▶ [Activity]
An exact copy of the entries, with every picture omitted, is what is needed here.

* * *

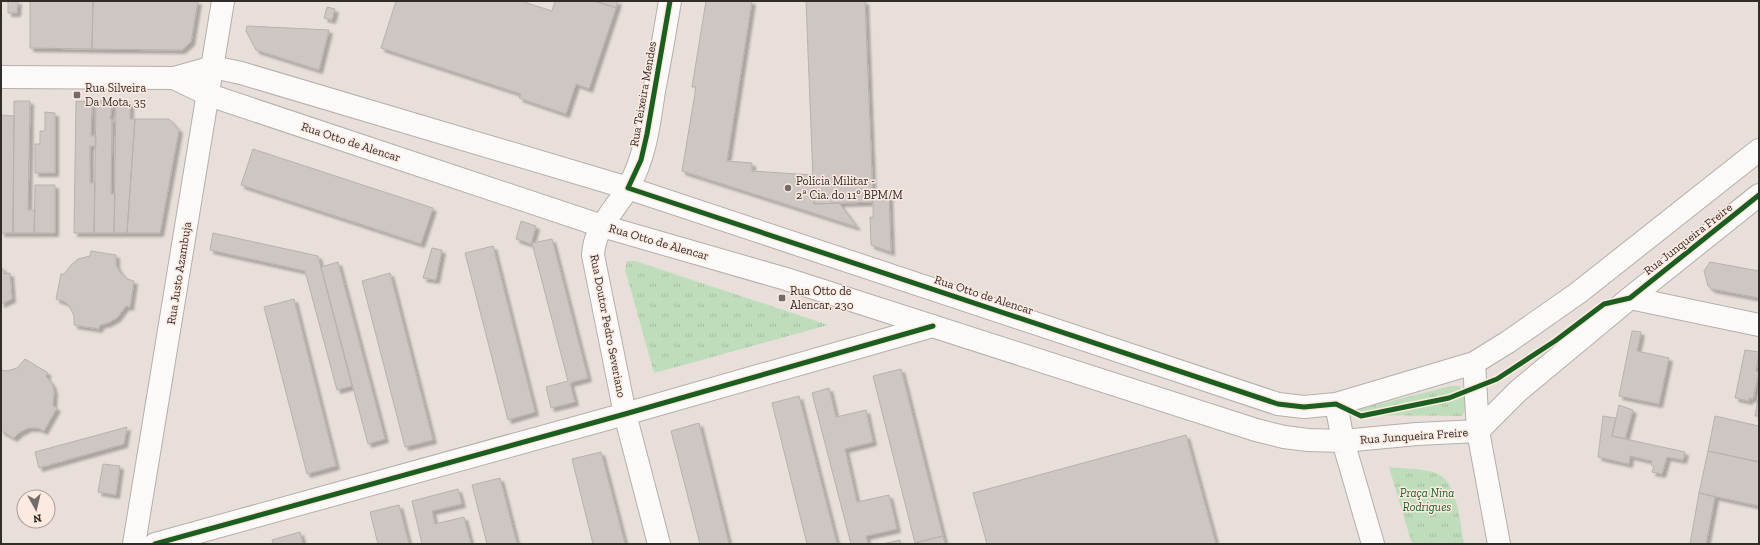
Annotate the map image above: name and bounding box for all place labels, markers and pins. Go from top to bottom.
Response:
place label: Rua Silveira Da Mota, 35 [85,81,146,109]
marker: Rua Silveira Da Mota, 35 [72,90,82,100]
place label: Polícia Militar - 2ª Cia. do 11º BPM/M [796,174,903,202]
marker: Polícia Militar - 2ª Cia. do 11º BPM/M [783,183,793,193]
place label: Rua Otto de Alencar, 230 [790,284,854,312]
marker: Rua Otto de Alencar, 230 [777,293,787,303]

* * *

▶ [Result]
Annotate the map image above: name and bounding box for all place labels, markers and pins. Go from top to bottom.
Response:
place label: Rua Silveira Da Mota, 35 [85,81,146,109]
marker: Rua Silveira Da Mota, 35 [72,90,82,100]
place label: Polícia Militar - 2ª Cia. do 11º BPM/M [796,174,903,202]
marker: Polícia Militar - 2ª Cia. do 11º BPM/M [783,183,793,193]
place label: Rua Otto de Alencar, 230 [790,284,854,312]
marker: Rua Otto de Alencar, 230 [777,293,787,303]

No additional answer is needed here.